Write out every entry word for word.

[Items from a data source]
Segment Open

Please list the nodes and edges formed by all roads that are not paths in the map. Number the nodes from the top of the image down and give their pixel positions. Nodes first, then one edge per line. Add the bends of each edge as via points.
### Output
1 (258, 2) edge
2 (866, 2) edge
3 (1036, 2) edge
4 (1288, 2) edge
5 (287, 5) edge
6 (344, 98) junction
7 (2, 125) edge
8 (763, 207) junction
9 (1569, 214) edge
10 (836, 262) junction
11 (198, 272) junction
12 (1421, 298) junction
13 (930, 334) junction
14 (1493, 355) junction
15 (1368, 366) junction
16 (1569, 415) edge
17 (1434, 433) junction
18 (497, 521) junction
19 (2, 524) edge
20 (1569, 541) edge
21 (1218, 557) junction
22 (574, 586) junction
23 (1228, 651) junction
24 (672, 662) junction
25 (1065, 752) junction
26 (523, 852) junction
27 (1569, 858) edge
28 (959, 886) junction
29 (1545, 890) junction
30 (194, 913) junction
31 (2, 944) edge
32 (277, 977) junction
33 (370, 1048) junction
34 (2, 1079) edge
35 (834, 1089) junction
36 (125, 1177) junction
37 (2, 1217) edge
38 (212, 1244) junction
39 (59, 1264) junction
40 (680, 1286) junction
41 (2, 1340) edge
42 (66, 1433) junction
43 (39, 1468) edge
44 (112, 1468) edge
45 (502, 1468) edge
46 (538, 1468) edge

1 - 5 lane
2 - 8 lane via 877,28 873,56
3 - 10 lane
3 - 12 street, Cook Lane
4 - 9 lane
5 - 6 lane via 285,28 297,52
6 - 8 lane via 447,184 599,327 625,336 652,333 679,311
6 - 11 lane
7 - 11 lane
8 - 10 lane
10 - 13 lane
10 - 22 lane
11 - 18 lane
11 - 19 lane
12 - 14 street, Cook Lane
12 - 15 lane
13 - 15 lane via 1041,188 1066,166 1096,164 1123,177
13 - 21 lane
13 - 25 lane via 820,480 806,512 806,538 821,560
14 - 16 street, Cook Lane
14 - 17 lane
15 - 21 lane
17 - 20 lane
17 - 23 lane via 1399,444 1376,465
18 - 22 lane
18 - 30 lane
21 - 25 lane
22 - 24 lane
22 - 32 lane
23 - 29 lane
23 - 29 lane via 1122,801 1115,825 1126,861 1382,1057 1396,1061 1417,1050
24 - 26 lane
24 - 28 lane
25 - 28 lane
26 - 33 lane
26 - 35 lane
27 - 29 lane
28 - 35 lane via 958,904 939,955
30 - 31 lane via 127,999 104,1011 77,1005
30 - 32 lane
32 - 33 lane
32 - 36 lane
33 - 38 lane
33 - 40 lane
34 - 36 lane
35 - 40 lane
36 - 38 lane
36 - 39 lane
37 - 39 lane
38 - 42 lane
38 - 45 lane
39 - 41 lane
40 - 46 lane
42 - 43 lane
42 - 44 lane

Segment Closed

- ANSWER TO THE EXERCISE
Please list the nodes and edges formed by all roads that are not paths in the map. Number the nodes from the top of the image down and give their pixel positions. Nodes first, then one edge per line. Add the bends of each edge as via points.
### Output
1 (258, 2) edge
2 (866, 2) edge
3 (1036, 2) edge
4 (1288, 2) edge
5 (287, 5) edge
6 (344, 98) junction
7 (2, 125) edge
8 (763, 207) junction
9 (1569, 214) edge
10 (836, 262) junction
11 (198, 272) junction
12 (1421, 298) junction
13 (930, 334) junction
14 (1493, 355) junction
15 (1368, 366) junction
16 (1569, 415) edge
17 (1434, 433) junction
18 (497, 521) junction
19 (2, 524) edge
20 (1569, 541) edge
21 (1218, 557) junction
22 (574, 586) junction
23 (1228, 651) junction
24 (672, 662) junction
25 (1065, 752) junction
26 (523, 852) junction
27 (1569, 858) edge
28 (959, 886) junction
29 (1545, 890) junction
30 (194, 913) junction
31 (2, 944) edge
32 (277, 977) junction
33 (370, 1048) junction
34 (2, 1079) edge
35 (834, 1089) junction
36 (125, 1177) junction
37 (2, 1217) edge
38 (212, 1244) junction
39 (59, 1264) junction
40 (680, 1286) junction
41 (2, 1340) edge
42 (66, 1433) junction
43 (39, 1468) edge
44 (112, 1468) edge
45 (502, 1468) edge
46 (538, 1468) edge

1 - 5 lane
2 - 8 lane via 877,28 873,56
3 - 10 lane
3 - 12 street, Cook Lane
4 - 9 lane
5 - 6 lane via 285,28 297,52
6 - 8 lane via 447,184 599,327 625,336 652,333 679,311
6 - 11 lane
7 - 11 lane
8 - 10 lane
10 - 13 lane
10 - 22 lane
11 - 18 lane
11 - 19 lane
12 - 14 street, Cook Lane
12 - 15 lane
13 - 15 lane via 1041,188 1066,166 1096,164 1123,177
13 - 21 lane
13 - 25 lane via 820,480 806,512 806,538 821,560
14 - 16 street, Cook Lane
14 - 17 lane
15 - 21 lane
17 - 20 lane
17 - 23 lane via 1399,444 1376,465
18 - 22 lane
18 - 30 lane
21 - 25 lane
22 - 24 lane
22 - 32 lane
23 - 29 lane
23 - 29 lane via 1122,801 1115,825 1126,861 1382,1057 1396,1061 1417,1050
24 - 26 lane
24 - 28 lane
25 - 28 lane
26 - 33 lane
26 - 35 lane
27 - 29 lane
28 - 35 lane via 958,904 939,955
30 - 31 lane via 127,999 104,1011 77,1005
30 - 32 lane
32 - 33 lane
32 - 36 lane
33 - 38 lane
33 - 40 lane
34 - 36 lane
35 - 40 lane
36 - 38 lane
36 - 39 lane
37 - 39 lane
38 - 42 lane
38 - 45 lane
39 - 41 lane
40 - 46 lane
42 - 43 lane
42 - 44 lane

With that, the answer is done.